## Task brief:
Gather all lines from the material that contain "TAMABIL".
== == ==
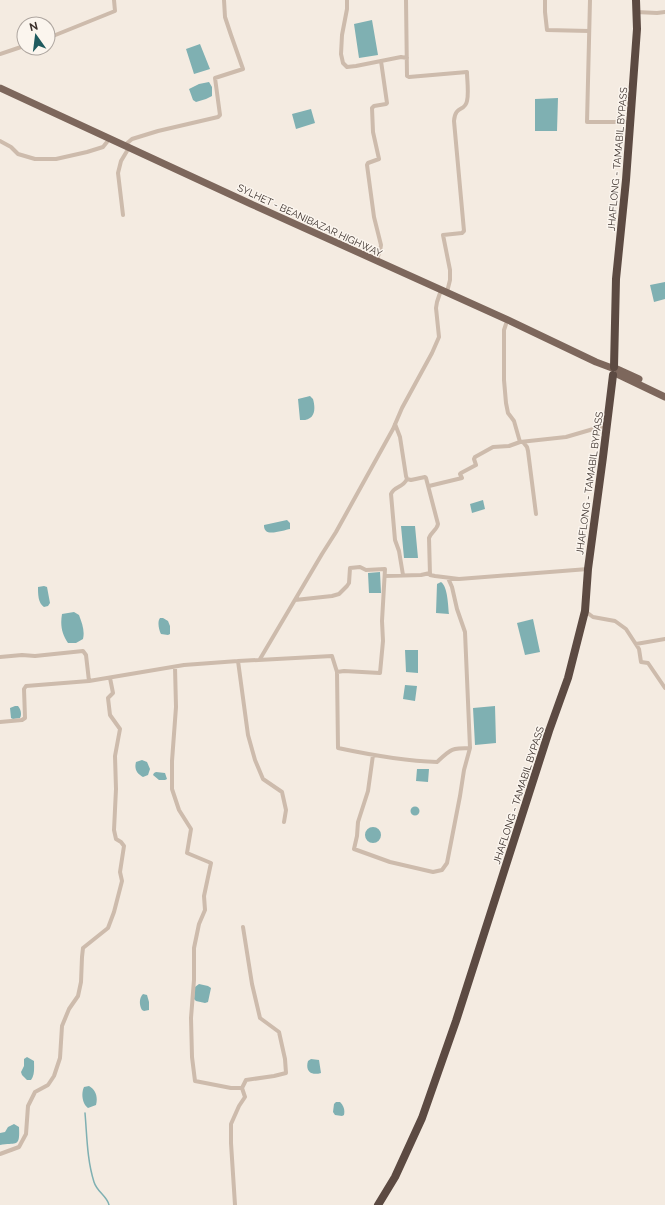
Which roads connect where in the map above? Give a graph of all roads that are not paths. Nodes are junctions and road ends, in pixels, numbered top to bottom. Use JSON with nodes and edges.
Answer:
{"nodes":[{"id":1,"x":114,"y":0,"type":"edge"},
{"id":2,"x":224,"y":0,"type":"edge"},
{"id":3,"x":347,"y":0,"type":"edge"},
{"id":4,"x":406,"y":0,"type":"edge"},
{"id":5,"x":545,"y":0,"type":"edge"},
{"id":6,"x":590,"y":0,"type":"edge"},
{"id":7,"x":636,"y":0,"type":"edge"},
{"id":8,"x":636,"y":12,"type":"junction"},
{"id":9,"x":665,"y":12,"type":"edge"},
{"id":10,"x":589,"y":31,"type":"junction"},
{"id":11,"x":56,"y":35,"type":"edge"},
{"id":12,"x":16,"y":49,"type":"edge"},
{"id":13,"x":0,"y":54,"type":"edge"},
{"id":14,"x":407,"y":58,"type":"junction"},
{"id":15,"x":381,"y":61,"type":"junction"},
{"id":16,"x":0,"y":88,"type":"edge"},
{"id":17,"x":0,"y":92,"type":"edge"},
{"id":18,"x":630,"y":122,"type":"junction"},
{"id":19,"x":0,"y":141,"type":"edge"},
{"id":20,"x":108,"y":142,"type":"junction"},
{"id":21,"x":126,"y":148,"type":"junction"},
{"id":22,"x":123,"y":215,"type":"dead end"},
{"id":23,"x":376,"y":261,"type":"junction"},
{"id":24,"x":443,"y":293,"type":"junction"},
{"id":25,"x":506,"y":324,"type":"junction"},
{"id":26,"x":614,"y":370,"type":"junction"},
{"id":27,"x":665,"y":393,"type":"edge"},
{"id":28,"x":665,"y":397,"type":"edge"},
{"id":29,"x":395,"y":424,"type":"junction"},
{"id":30,"x":607,"y":425,"type":"junction"},
{"id":31,"x":521,"y":442,"type":"junction"},
{"id":32,"x":407,"y":479,"type":"junction"},
{"id":33,"x":429,"y":486,"type":"junction"},
{"id":34,"x":536,"y":514,"type":"dead end"},
{"id":35,"x":588,"y":569,"type":"junction"},
{"id":36,"x":430,"y":573,"type":"junction"},
{"id":37,"x":403,"y":575,"type":"junction"},
{"id":38,"x":385,"y":576,"type":"junction"},
{"id":39,"x":448,"y":578,"type":"junction"},
{"id":40,"x":295,"y":600,"type":"junction"},
{"id":41,"x":585,"y":611,"type":"junction"},
{"id":42,"x":665,"y":639,"type":"edge"},
{"id":43,"x":636,"y":644,"type":"junction"},
{"id":44,"x":0,"y":657,"type":"edge"},
{"id":45,"x":260,"y":660,"type":"junction"},
{"id":46,"x":238,"y":661,"type":"junction"},
{"id":47,"x":175,"y":667,"type":"junction"},
{"id":48,"x":338,"y":672,"type":"junction"},
{"id":49,"x":110,"y":678,"type":"junction"},
{"id":50,"x":89,"y":681,"type":"junction"},
{"id":51,"x":665,"y":688,"type":"edge"},
{"id":52,"x":0,"y":722,"type":"edge"},
{"id":53,"x":470,"y":748,"type":"junction"},
{"id":54,"x":374,"y":756,"type":"junction"},
{"id":55,"x":284,"y":822,"type":"dead end"},
{"id":56,"x":243,"y":926,"type":"dead end"},
{"id":57,"x":242,"y":1088,"type":"junction"},
{"id":58,"x":0,"y":1154,"type":"edge"},
{"id":59,"x":235,"y":1205,"type":"edge"},
{"id":60,"x":378,"y":1205,"type":"edge"}],
"edges":[{"from":1,"to":11,"type":"street"},
{"from":2,"to":21,"type":"street"},
{"from":3,"to":15,"type":"street"},
{"from":4,"to":14,"type":"street"},
{"from":5,"to":10,"type":"street"},
{"from":6,"to":10,"type":"street"},
{"from":7,"to":8,"type":"highway","name":"JHAFLONG - TAMABIL BYPASS"},
{"from":8,"to":9,"type":"street"},
{"from":8,"to":18,"type":"highway","name":"JHAFLONG - TAMABIL BYPASS"},
{"from":10,"to":18,"type":"street"},
{"from":12,"to":13,"type":"street"},
{"from":14,"to":15,"type":"street"},
{"from":14,"to":24,"type":"street"},
{"from":15,"to":23,"type":"street"},
{"from":16,"to":21,"type":"main road","name":"SYLHET - BEANIBAZAR HIGHWAY"},
{"from":17,"to":20,"type":"main road","name":"SYLHET - BEANIBAZAR HIGHWAY"},
{"from":18,"to":26,"type":"highway","name":"JHAFLONG - TAMABIL BYPASS"},
{"from":19,"to":20,"type":"street"},
{"from":20,"to":21,"type":"main road","name":"SYLHET - BEANIBAZAR HIGHWAY"},
{"from":21,"to":22,"type":"street"},
{"from":21,"to":23,"type":"main road","name":"SYLHET - BEANIBAZAR HIGHWAY"},
{"from":21,"to":24,"type":"main road","name":"SYLHET - BEANIBAZAR HIGHWAY"},
{"from":23,"to":24,"type":"main road","name":"SYLHET - BEANIBAZAR HIGHWAY"},
{"from":24,"to":25,"type":"main road","name":"SYLHET - BEANIBAZAR HIGHWAY"},
{"from":24,"to":26,"type":"main road","name":"SYLHET - BEANIBAZAR HIGHWAY"},
{"from":24,"to":29,"type":"street"},
{"from":25,"to":26,"type":"main road","name":"SYLHET - BEANIBAZAR HIGHWAY"},
{"from":25,"to":31,"type":"street"},
{"from":26,"to":27,"type":"main road"},
{"from":26,"to":28,"type":"main road"},
{"from":26,"to":30,"type":"highway","name":"JHAFLONG - TAMABIL BYPASS"},
{"from":29,"to":32,"type":"street"},
{"from":29,"to":40,"type":"street"},
{"from":30,"to":31,"type":"street"},
{"from":30,"to":35,"type":"highway","name":"JHAFLONG - TAMABIL BYPASS"},
{"from":31,"to":33,"type":"street"},
{"from":31,"to":34,"type":"street"},
{"from":32,"to":33,"type":"street"},
{"from":32,"to":37,"type":"street"},
{"from":33,"to":36,"type":"street"},
{"from":35,"to":39,"type":"street"},
{"from":35,"to":41,"type":"highway","name":"JHAFLONG - TAMABIL BYPASS"},
{"from":36,"to":37,"type":"street"},
{"from":36,"to":39,"type":"street"},
{"from":37,"to":38,"type":"street"},
{"from":38,"to":40,"type":"street"},
{"from":38,"to":48,"type":"street"},
{"from":39,"to":53,"type":"street"},
{"from":40,"to":45,"type":"street"},
{"from":41,"to":43,"type":"street"},
{"from":41,"to":60,"type":"highway","name":"JHAFLONG - TAMABIL BYPASS"},
{"from":42,"to":43,"type":"street"},
{"from":43,"to":51,"type":"street"},
{"from":44,"to":50,"type":"street"},
{"from":45,"to":46,"type":"street"},
{"from":45,"to":48,"type":"street"},
{"from":46,"to":47,"type":"street"},
{"from":46,"to":55,"type":"street"},
{"from":47,"to":49,"type":"street"},
{"from":47,"to":57,"type":"street"},
{"from":48,"to":54,"type":"street"},
{"from":49,"to":50,"type":"street"},
{"from":49,"to":58,"type":"street"},
{"from":50,"to":52,"type":"street"},
{"from":53,"to":54,"type":"street"},
{"from":53,"to":54,"type":"street"},
{"from":56,"to":57,"type":"street"},
{"from":57,"to":59,"type":"street"}]}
== == ==
## Task solution:
{"from":7,"to":8,"type":"highway","name":"JHAFLONG - TAMABIL BYPASS"},
{"from":8,"to":18,"type":"highway","name":"JHAFLONG - TAMABIL BYPASS"},
{"from":18,"to":26,"type":"highway","name":"JHAFLONG - TAMABIL BYPASS"},
{"from":26,"to":30,"type":"highway","name":"JHAFLONG - TAMABIL BYPASS"},
{"from":30,"to":35,"type":"highway","name":"JHAFLONG - TAMABIL BYPASS"},
{"from":35,"to":41,"type":"highway","name":"JHAFLONG - TAMABIL BYPASS"},
{"from":41,"to":60,"type":"highway","name":"JHAFLONG - TAMABIL BYPASS"},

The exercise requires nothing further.